Start of MATERIAL TO PROCESS
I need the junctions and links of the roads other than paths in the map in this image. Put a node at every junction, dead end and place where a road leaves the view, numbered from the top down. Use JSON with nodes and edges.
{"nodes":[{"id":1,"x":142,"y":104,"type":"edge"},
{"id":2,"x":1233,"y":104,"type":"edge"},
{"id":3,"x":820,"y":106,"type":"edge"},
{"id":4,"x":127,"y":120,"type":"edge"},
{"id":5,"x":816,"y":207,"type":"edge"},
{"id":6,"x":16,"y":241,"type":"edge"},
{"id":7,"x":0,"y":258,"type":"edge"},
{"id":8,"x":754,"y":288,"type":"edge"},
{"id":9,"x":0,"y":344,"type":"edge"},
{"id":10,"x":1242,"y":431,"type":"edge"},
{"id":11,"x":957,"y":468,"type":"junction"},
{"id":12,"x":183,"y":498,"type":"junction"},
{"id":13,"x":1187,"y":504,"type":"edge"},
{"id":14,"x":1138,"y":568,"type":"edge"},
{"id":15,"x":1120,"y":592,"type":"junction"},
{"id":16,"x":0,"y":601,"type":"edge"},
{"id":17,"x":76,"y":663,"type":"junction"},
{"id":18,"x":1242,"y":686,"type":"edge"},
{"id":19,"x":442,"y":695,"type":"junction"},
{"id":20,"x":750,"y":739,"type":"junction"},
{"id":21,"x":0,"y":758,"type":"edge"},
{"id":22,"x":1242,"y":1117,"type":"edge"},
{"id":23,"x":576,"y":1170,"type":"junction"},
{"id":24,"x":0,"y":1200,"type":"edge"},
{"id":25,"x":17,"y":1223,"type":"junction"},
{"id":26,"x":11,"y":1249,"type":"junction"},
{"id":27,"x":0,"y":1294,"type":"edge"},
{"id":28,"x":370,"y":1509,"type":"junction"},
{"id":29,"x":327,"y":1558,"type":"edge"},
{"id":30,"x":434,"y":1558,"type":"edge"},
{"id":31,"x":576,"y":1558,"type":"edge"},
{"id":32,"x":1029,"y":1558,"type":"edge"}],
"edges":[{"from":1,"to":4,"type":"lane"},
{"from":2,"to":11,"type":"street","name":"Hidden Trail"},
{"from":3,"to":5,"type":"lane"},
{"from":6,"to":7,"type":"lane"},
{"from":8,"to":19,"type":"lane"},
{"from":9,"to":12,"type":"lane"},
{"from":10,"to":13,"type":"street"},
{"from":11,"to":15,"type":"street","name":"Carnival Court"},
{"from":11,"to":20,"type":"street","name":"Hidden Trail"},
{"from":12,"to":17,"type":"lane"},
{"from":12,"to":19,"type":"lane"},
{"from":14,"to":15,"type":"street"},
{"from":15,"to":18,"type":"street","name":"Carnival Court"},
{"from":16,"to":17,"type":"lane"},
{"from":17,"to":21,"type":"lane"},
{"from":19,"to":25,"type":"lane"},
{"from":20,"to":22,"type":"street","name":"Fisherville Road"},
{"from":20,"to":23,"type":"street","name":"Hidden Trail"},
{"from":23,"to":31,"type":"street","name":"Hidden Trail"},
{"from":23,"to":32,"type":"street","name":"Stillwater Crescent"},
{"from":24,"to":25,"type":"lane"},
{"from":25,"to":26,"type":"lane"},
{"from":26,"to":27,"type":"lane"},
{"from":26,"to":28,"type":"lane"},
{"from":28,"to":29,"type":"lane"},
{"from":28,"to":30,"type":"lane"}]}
End of MATERIAL TO PROCESS
Retype the material. Keep it exact.

REPLY –
I need the junctions and links of the roads other than paths in the map in this image. Put a node at every junction, dead end and place where a road leaves the view, numbered from the top down. Use JSON with nodes and edges.
{"nodes":[{"id":1,"x":142,"y":104,"type":"edge"},
{"id":2,"x":1233,"y":104,"type":"edge"},
{"id":3,"x":820,"y":106,"type":"edge"},
{"id":4,"x":127,"y":120,"type":"edge"},
{"id":5,"x":816,"y":207,"type":"edge"},
{"id":6,"x":16,"y":241,"type":"edge"},
{"id":7,"x":0,"y":258,"type":"edge"},
{"id":8,"x":754,"y":288,"type":"edge"},
{"id":9,"x":0,"y":344,"type":"edge"},
{"id":10,"x":1242,"y":431,"type":"edge"},
{"id":11,"x":957,"y":468,"type":"junction"},
{"id":12,"x":183,"y":498,"type":"junction"},
{"id":13,"x":1187,"y":504,"type":"edge"},
{"id":14,"x":1138,"y":568,"type":"edge"},
{"id":15,"x":1120,"y":592,"type":"junction"},
{"id":16,"x":0,"y":601,"type":"edge"},
{"id":17,"x":76,"y":663,"type":"junction"},
{"id":18,"x":1242,"y":686,"type":"edge"},
{"id":19,"x":442,"y":695,"type":"junction"},
{"id":20,"x":750,"y":739,"type":"junction"},
{"id":21,"x":0,"y":758,"type":"edge"},
{"id":22,"x":1242,"y":1117,"type":"edge"},
{"id":23,"x":576,"y":1170,"type":"junction"},
{"id":24,"x":0,"y":1200,"type":"edge"},
{"id":25,"x":17,"y":1223,"type":"junction"},
{"id":26,"x":11,"y":1249,"type":"junction"},
{"id":27,"x":0,"y":1294,"type":"edge"},
{"id":28,"x":370,"y":1509,"type":"junction"},
{"id":29,"x":327,"y":1558,"type":"edge"},
{"id":30,"x":434,"y":1558,"type":"edge"},
{"id":31,"x":576,"y":1558,"type":"edge"},
{"id":32,"x":1029,"y":1558,"type":"edge"}],
"edges":[{"from":1,"to":4,"type":"lane"},
{"from":2,"to":11,"type":"street","name":"Hidden Trail"},
{"from":3,"to":5,"type":"lane"},
{"from":6,"to":7,"type":"lane"},
{"from":8,"to":19,"type":"lane"},
{"from":9,"to":12,"type":"lane"},
{"from":10,"to":13,"type":"street"},
{"from":11,"to":15,"type":"street","name":"Carnival Court"},
{"from":11,"to":20,"type":"street","name":"Hidden Trail"},
{"from":12,"to":17,"type":"lane"},
{"from":12,"to":19,"type":"lane"},
{"from":14,"to":15,"type":"street"},
{"from":15,"to":18,"type":"street","name":"Carnival Court"},
{"from":16,"to":17,"type":"lane"},
{"from":17,"to":21,"type":"lane"},
{"from":19,"to":25,"type":"lane"},
{"from":20,"to":22,"type":"street","name":"Fisherville Road"},
{"from":20,"to":23,"type":"street","name":"Hidden Trail"},
{"from":23,"to":31,"type":"street","name":"Hidden Trail"},
{"from":23,"to":32,"type":"street","name":"Stillwater Crescent"},
{"from":24,"to":25,"type":"lane"},
{"from":25,"to":26,"type":"lane"},
{"from":26,"to":27,"type":"lane"},
{"from":26,"to":28,"type":"lane"},
{"from":28,"to":29,"type":"lane"},
{"from":28,"to":30,"type":"lane"}]}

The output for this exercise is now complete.